Brief - Print the listing below a second time, exactly, and omit its images.

+++ Dataset content

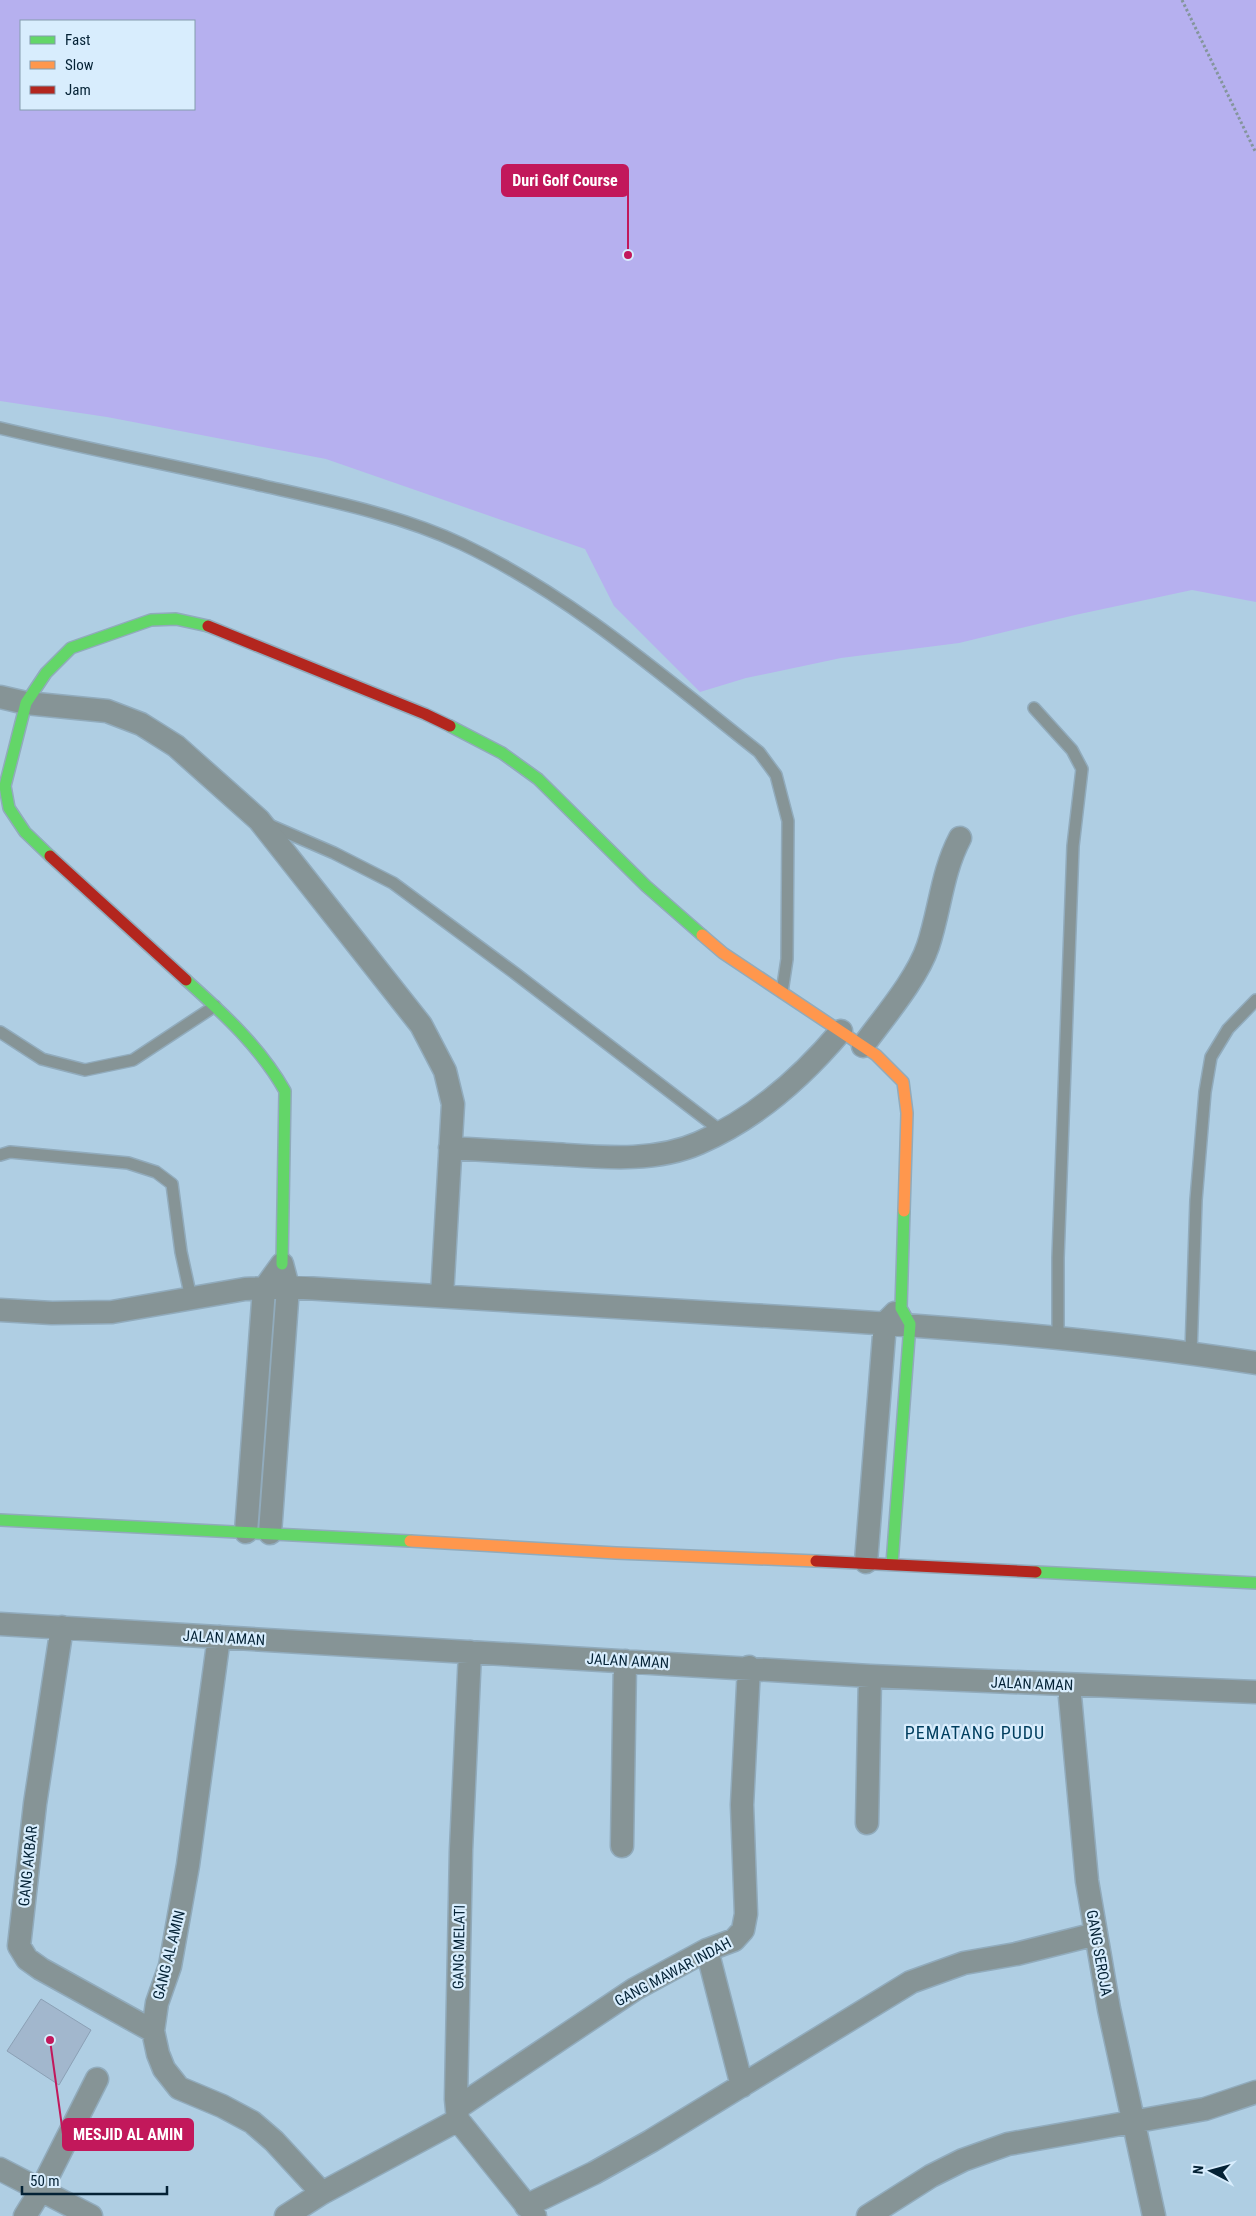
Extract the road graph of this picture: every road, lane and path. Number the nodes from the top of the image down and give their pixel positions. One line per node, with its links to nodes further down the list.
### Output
1 (1182, 0): 2 (path)
2 (1256, 153)
3 (0, 428): 9 (lane)
4 (0, 697): 5 (street)
5 (26, 703): 7 (street); 9 (street); 11 (street)
6 (1034, 708): 25 (lane)
7 (259, 820): 15 (lane); 16 (street)
8 (960, 838): 14 (street)
9 (782, 992): 12 (street)
10 (1256, 1000): 26 (lane)
11 (215, 1006): 13 (lane); 18 (street)
12 (841, 1031): 14 (street); 15 (street)
13 (0, 1032)
14 (863, 1046): 24 (street)
15 (721, 1131): 16 (street)
16 (450, 1148): 21 (street)
17 (0, 1155): 22 (lane)
18 (282, 1264): 19 (street); 20 (street)
19 (288, 1288): 20 (street); 21 (street); 30 (street)
20 (264, 1290): 22 (street); 29 (street)
21 (442, 1296): 24 (street)
22 (191, 1298): 23 (street)
23 (0, 1310)
24 (899, 1318): 25 (street); 31 (street); 32 (street)
25 (1058, 1337): 26 (street)
26 (1191, 1353): 27 (street)
27 (1256, 1363)
28 (0, 1520): 29 (street)
29 (246, 1532): 30 (street)
30 (270, 1533): 31 (street)
31 (866, 1562): 32 (street)
32 (892, 1564): 33 (street)
33 (1256, 1583)
34 (0, 1624): 35 (street, JALAN AMAN)
35 (62, 1627): 36 (street, JALAN AMAN); 47 (street, GANG AKBAR)
36 (219, 1637): 37 (street, JALAN AMAN); 47 (street, GANG AL AMIN)
37 (470, 1652): 38 (street, JALAN AMAN); 51 (street, GANG MELATI)
38 (625, 1662): 39 (street, JALAN AMAN); 44 (street)
39 (749, 1667): 40 (street, JALAN AMAN); 46 (street, GANG MAWAR INDAH)
40 (870, 1676): 41 (street, JALAN AMAN); 43 (street)
41 (1069, 1686): 42 (street, JALAN AMAN); 45 (street, GANG SEROJA)
42 (1256, 1692)
43 (867, 1823)
44 (622, 1846)
45 (1096, 1934): 49 (street); 52 (street, GANG SEROJA)
46 (707, 1950): 49 (street); 51 (street, GANG MAWAR INDAH)
47 (153, 2031): 55 (street, GANG AL AMIN)
48 (97, 2079): 54 (street)
49 (742, 2086): 56 (street)
50 (1256, 2092): 52 (street)
51 (457, 2114): 55 (street, GANG MAWAR INDAH); 56 (street)
52 (1133, 2122): 60 (street); 61 (street, GANG SEROJA)
53 (0, 2169): 54 (street)
54 (41, 2190): 57 (street); 58 (street)
55 (322, 2193): 59 (street, GANG MAWAR INDAH)
56 (531, 2211)
57 (25, 2216)
58 (91, 2216)
59 (286, 2216)
60 (868, 2216)
61 (1154, 2216)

++++++

Answer space -
Extract the road graph of this picture: every road, lane and path. Number the nodes from the top of the image down and give their pixel positions. One line per node, with its links to nodes further down the list.
### Output
1 (1182, 0): 2 (path)
2 (1256, 153)
3 (0, 428): 9 (lane)
4 (0, 697): 5 (street)
5 (26, 703): 7 (street); 9 (street); 11 (street)
6 (1034, 708): 25 (lane)
7 (259, 820): 15 (lane); 16 (street)
8 (960, 838): 14 (street)
9 (782, 992): 12 (street)
10 (1256, 1000): 26 (lane)
11 (215, 1006): 13 (lane); 18 (street)
12 (841, 1031): 14 (street); 15 (street)
13 (0, 1032)
14 (863, 1046): 24 (street)
15 (721, 1131): 16 (street)
16 (450, 1148): 21 (street)
17 (0, 1155): 22 (lane)
18 (282, 1264): 19 (street); 20 (street)
19 (288, 1288): 20 (street); 21 (street); 30 (street)
20 (264, 1290): 22 (street); 29 (street)
21 (442, 1296): 24 (street)
22 (191, 1298): 23 (street)
23 (0, 1310)
24 (899, 1318): 25 (street); 31 (street); 32 (street)
25 (1058, 1337): 26 (street)
26 (1191, 1353): 27 (street)
27 (1256, 1363)
28 (0, 1520): 29 (street)
29 (246, 1532): 30 (street)
30 (270, 1533): 31 (street)
31 (866, 1562): 32 (street)
32 (892, 1564): 33 (street)
33 (1256, 1583)
34 (0, 1624): 35 (street, JALAN AMAN)
35 (62, 1627): 36 (street, JALAN AMAN); 47 (street, GANG AKBAR)
36 (219, 1637): 37 (street, JALAN AMAN); 47 (street, GANG AL AMIN)
37 (470, 1652): 38 (street, JALAN AMAN); 51 (street, GANG MELATI)
38 (625, 1662): 39 (street, JALAN AMAN); 44 (street)
39 (749, 1667): 40 (street, JALAN AMAN); 46 (street, GANG MAWAR INDAH)
40 (870, 1676): 41 (street, JALAN AMAN); 43 (street)
41 (1069, 1686): 42 (street, JALAN AMAN); 45 (street, GANG SEROJA)
42 (1256, 1692)
43 (867, 1823)
44 (622, 1846)
45 (1096, 1934): 49 (street); 52 (street, GANG SEROJA)
46 (707, 1950): 49 (street); 51 (street, GANG MAWAR INDAH)
47 (153, 2031): 55 (street, GANG AL AMIN)
48 (97, 2079): 54 (street)
49 (742, 2086): 56 (street)
50 (1256, 2092): 52 (street)
51 (457, 2114): 55 (street, GANG MAWAR INDAH); 56 (street)
52 (1133, 2122): 60 (street); 61 (street, GANG SEROJA)
53 (0, 2169): 54 (street)
54 (41, 2190): 57 (street); 58 (street)
55 (322, 2193): 59 (street, GANG MAWAR INDAH)
56 (531, 2211)
57 (25, 2216)
58 (91, 2216)
59 (286, 2216)
60 (868, 2216)
61 (1154, 2216)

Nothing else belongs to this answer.